Hitting drills for keeping the bat level


#1

I have noticed when I hit, I am starting to swing slightly upwards and has been causing me to miss pitches and was wondering if anyone had any good drills to work on keeping a level swing when hitting?


#2

I’ve noticed two things that’ll cause an upward swing towards the ending swipe path of the bat. The first is a wide open stance. The second is when the leading elbow is raised high and the back elbow is pointing downward.

Hence, two pitches come to mind that are sure to get the batter to swing and miss. For the wide open stance, it’s a pitch that’s down and away. For the high front elbow up and the back elbow down, it’s the slider.

To address your question more directly:
(1) set up a batting tee
(2) place a video camera so that your side view is recorded
(3) with a squared stance in the batter’s box, try various elbow positions with respect to where the front and back elbows are positioned
(4) then try various feet placements in the batter’s box - open stance, back foot back, etc.

On the other hand, I would assume that during the growing years, your muscles and body overall are changing, along with other mandates, thus this could also contribute to changes in your physical performance.


#3

Just to avoid any confusion, by “open stance” I mean when the batter’s front foot is placed off-set, so as to open the body to the pitcher. The picture below should clarify what I mean.


#4

So should I try a closed stance and see if that helps level out my swing?


#5

In order for any suggestion to be worthy of giving you the results that you need, you first have to have a foundation, or starting point. That’s why I suggested taking a video camera and taping your current “at bat”. See what your current foot placement does to your swing.
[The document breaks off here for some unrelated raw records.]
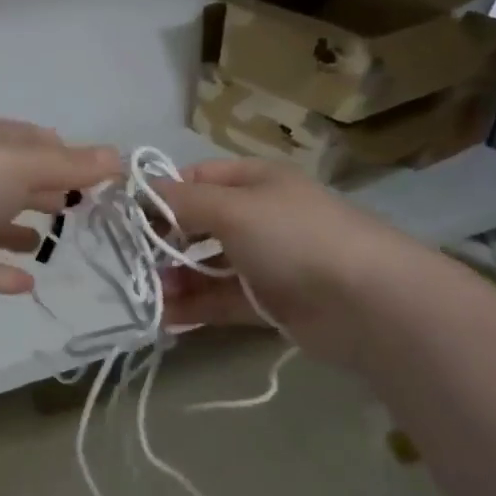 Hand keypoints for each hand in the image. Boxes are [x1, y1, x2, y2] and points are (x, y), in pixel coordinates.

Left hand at [0, 119, 120, 302]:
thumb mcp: (25, 164)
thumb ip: (72, 165)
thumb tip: (118, 157)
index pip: (27, 141)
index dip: (61, 153)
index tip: (93, 173)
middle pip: (10, 182)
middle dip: (41, 192)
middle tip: (77, 208)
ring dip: (15, 232)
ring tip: (45, 243)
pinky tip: (27, 284)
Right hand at [151, 158, 420, 366]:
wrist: (367, 304)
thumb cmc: (294, 237)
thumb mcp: (231, 208)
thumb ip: (181, 201)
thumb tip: (139, 190)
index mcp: (255, 181)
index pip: (197, 178)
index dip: (162, 194)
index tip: (128, 217)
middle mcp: (260, 216)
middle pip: (199, 224)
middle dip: (164, 241)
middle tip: (132, 261)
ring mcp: (266, 261)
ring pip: (208, 265)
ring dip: (175, 277)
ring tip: (146, 293)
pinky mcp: (270, 302)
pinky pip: (222, 299)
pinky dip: (194, 306)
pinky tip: (165, 316) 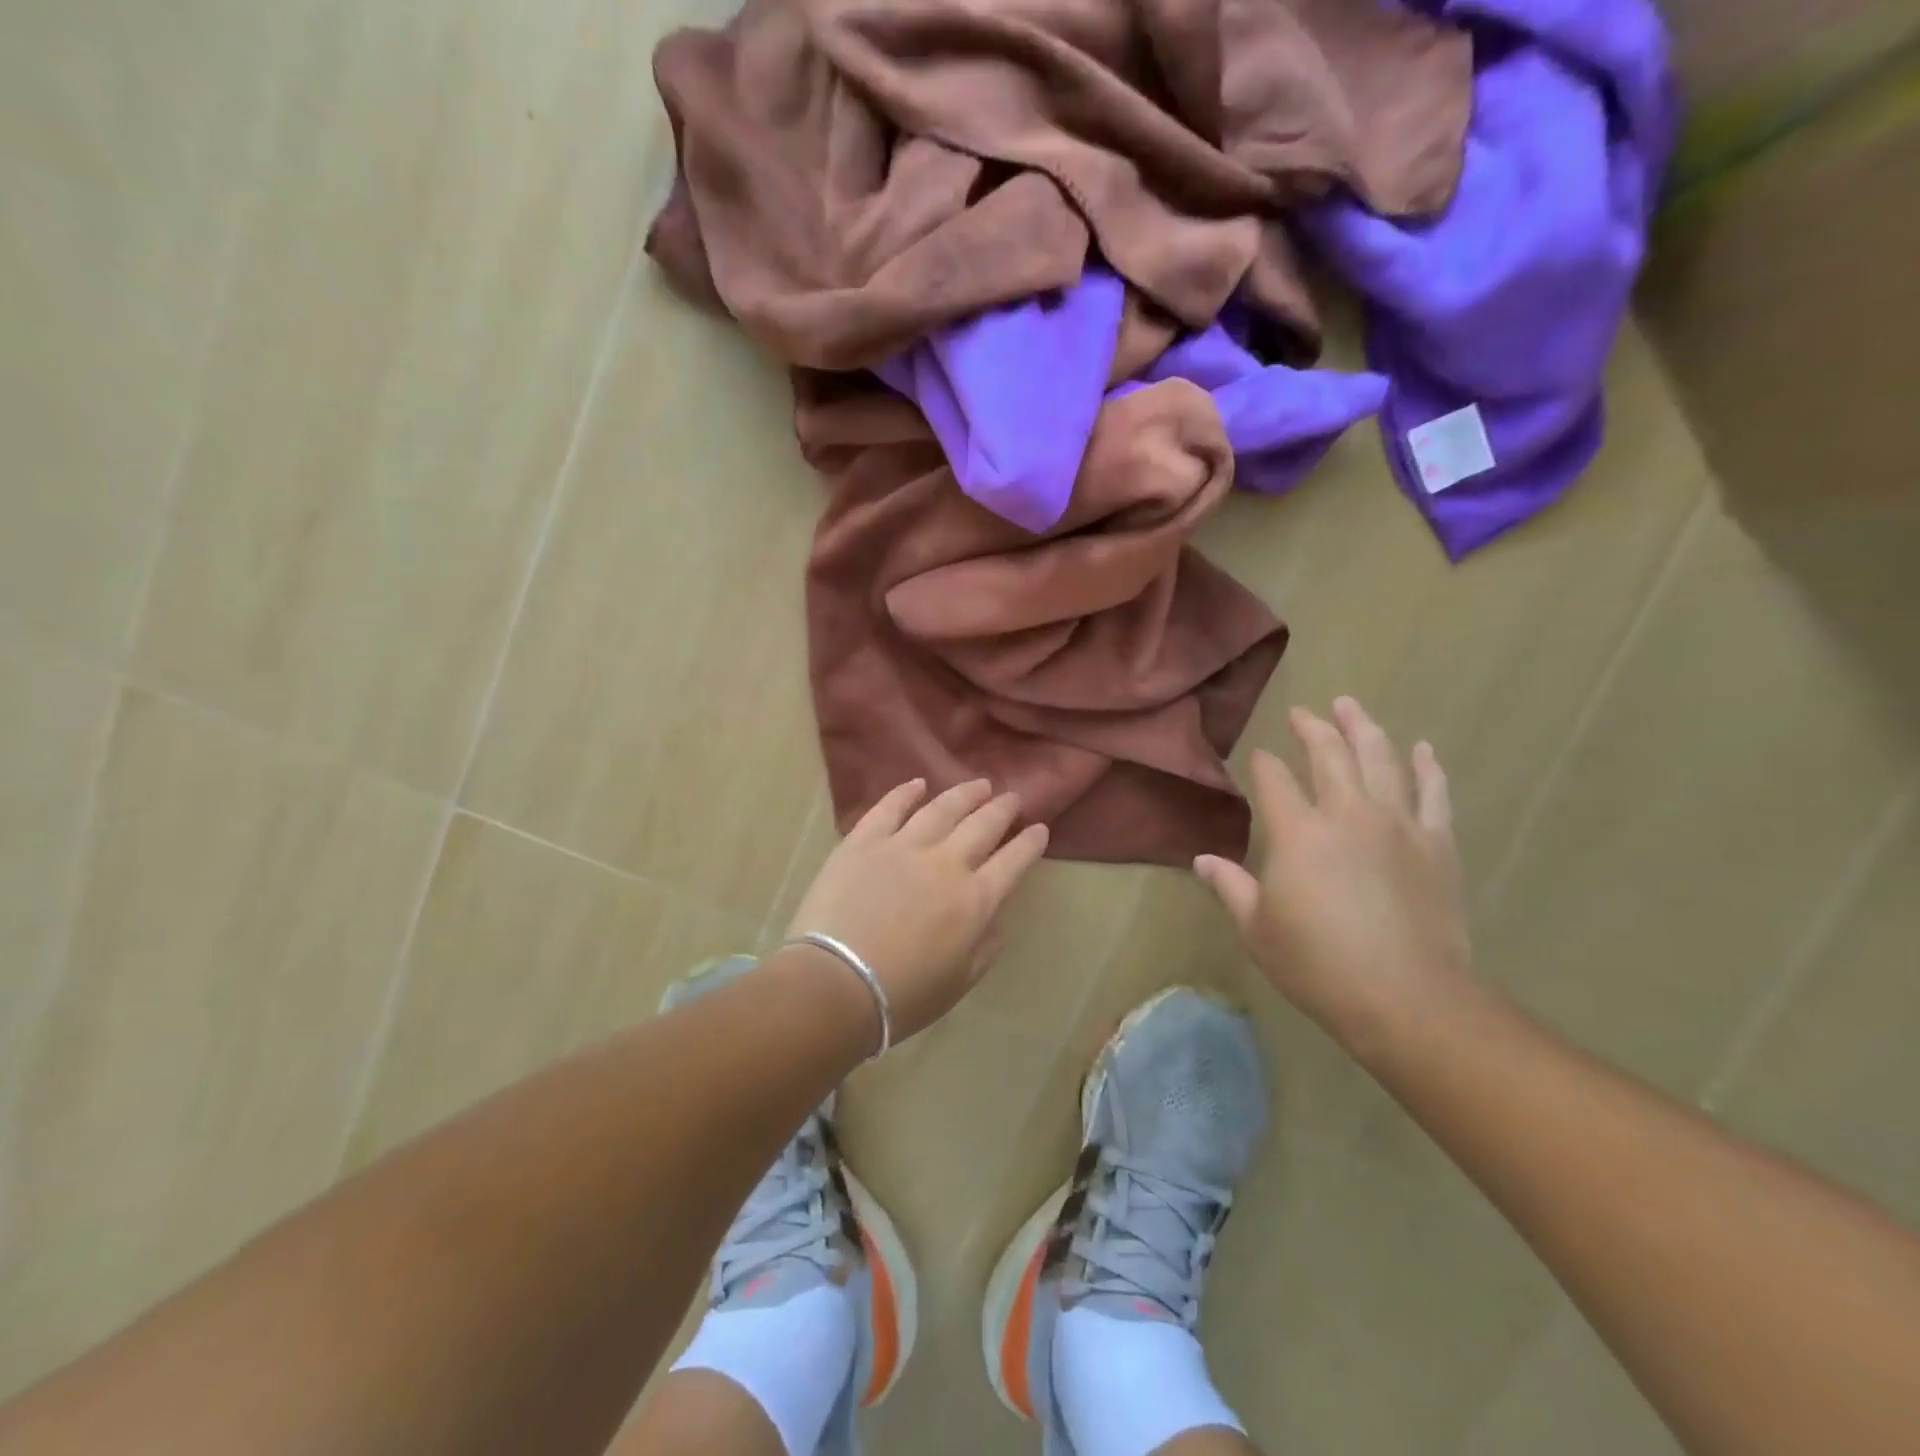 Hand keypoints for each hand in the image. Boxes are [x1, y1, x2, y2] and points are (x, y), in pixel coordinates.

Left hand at [787, 779, 1049, 1043]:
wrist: (835, 985)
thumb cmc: (902, 997)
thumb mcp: (959, 983)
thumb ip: (985, 947)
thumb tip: (995, 920)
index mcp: (974, 901)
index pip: (1013, 862)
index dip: (1030, 843)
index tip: (1039, 828)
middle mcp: (945, 864)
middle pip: (982, 825)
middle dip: (1002, 809)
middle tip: (1012, 797)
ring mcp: (902, 847)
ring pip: (941, 809)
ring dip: (964, 794)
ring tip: (978, 784)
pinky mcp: (863, 842)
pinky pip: (889, 809)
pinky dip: (905, 793)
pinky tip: (918, 784)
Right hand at [1194, 698, 1475, 1047]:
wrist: (1408, 998)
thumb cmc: (1318, 964)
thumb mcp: (1257, 929)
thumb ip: (1230, 887)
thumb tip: (1202, 859)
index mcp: (1297, 833)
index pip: (1275, 781)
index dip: (1265, 764)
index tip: (1260, 756)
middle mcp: (1347, 814)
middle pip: (1329, 754)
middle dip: (1313, 728)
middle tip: (1304, 712)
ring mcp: (1398, 825)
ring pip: (1381, 759)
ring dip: (1364, 728)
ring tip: (1351, 706)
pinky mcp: (1437, 843)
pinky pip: (1433, 793)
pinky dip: (1427, 767)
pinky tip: (1421, 749)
Also, take note of your front and back elbow positions.

I’m trying not to confuse you with terminology, so I’ll answer your question this way:
A normal squared stance in the box is with both feet “toeing” along the same line, about shoulder width apart for most people.
A closed stance is with both feet “toeing” along the same line, but the front foot is drawn back close to the back foot, with most of the body’s weight resting on the back leg/foot.
An open stance is with the front foot positioned in the picture shown in my last posting…
A back door closed stance is with the front foot in a squared stance position, but here the back foot is drawn back, much like a reverse open stance.
A back door open stance is with the front foot in a normal squared stance, but the back foot is moved forward slightly.

Try each stance and see how your bat swipe starts, continues, and finishes it’s swing.

You’d be amazed at the different swipe patterns that influence your bat swing. In addition, each placement is used for a reason - deliberately.

Next, try these arm postures and again, notice the influence on your bat’s swing.

= both elbows up and in line with one another
= front elbow up, back elbow down
= front elbow down, back elbow down
= front elbow down, back elbow up.

Now if you’re really ambitious, start with a squared stance, and go through every elbow position that I listed.
Then go through every other foot position and again, change elbow position’s.

Take special note on the video of exactly what your bat is doing and what its not. If you need help, ask your parents to pick apart your video.

Now here comes the really neat part of this set of drills. Put a baseball on the Tee and watch where the ball goes, and how the ball’s flight is impacted.

A batter that masters this part of being “at bat” is a pitcher’s nightmare.


#6

You don’t want to swing a level bat. You want the bat head at a -20 or -25 degree angle to the knob. Post a video so we can see if we are talking about the same thing. I’m pretty good with hitters.


#7

WiseGuy
Your interpretation of how you swing and the contact point at which you seem to have the greatest success depends on where your contact is.

For example, if you’re in the top of the order, you’ll usually make contact off your front hip. Middle of the batting order you’ll more than likely make contact off your midsection. Those batters in the bottom of the order usually make contact off their back hip. I make those comments only to get a better idea of what you do and your observation(s) of how you swing.

So, depending on where you make your contact with the ball - and a lot goes into what your chasing at the time, your swing will vary greatly from pitch to pitch. In fact, if your pitched a ball down and in, you’re more than likely to swing with a signature that’s dictated by your body’s total posture at bat. Hence, balls being hit on the narrow neck of the bat have a look that resembles a “flat” swing. If on the other hand, you’re trying to make contact with a breaking ball -hard in or lazy, your swing will be totally different.

I referred you to various body styles when at bat in an effort to get deeper into the physical characteristics of human motion and the associated tendencies of that/those motions.

In any event, like Coach Paul suggested, post some video if you can. Use a batting tee with your customary “at bat.”


#8

Thanks for the responses. I will try to post the video when I have the chance.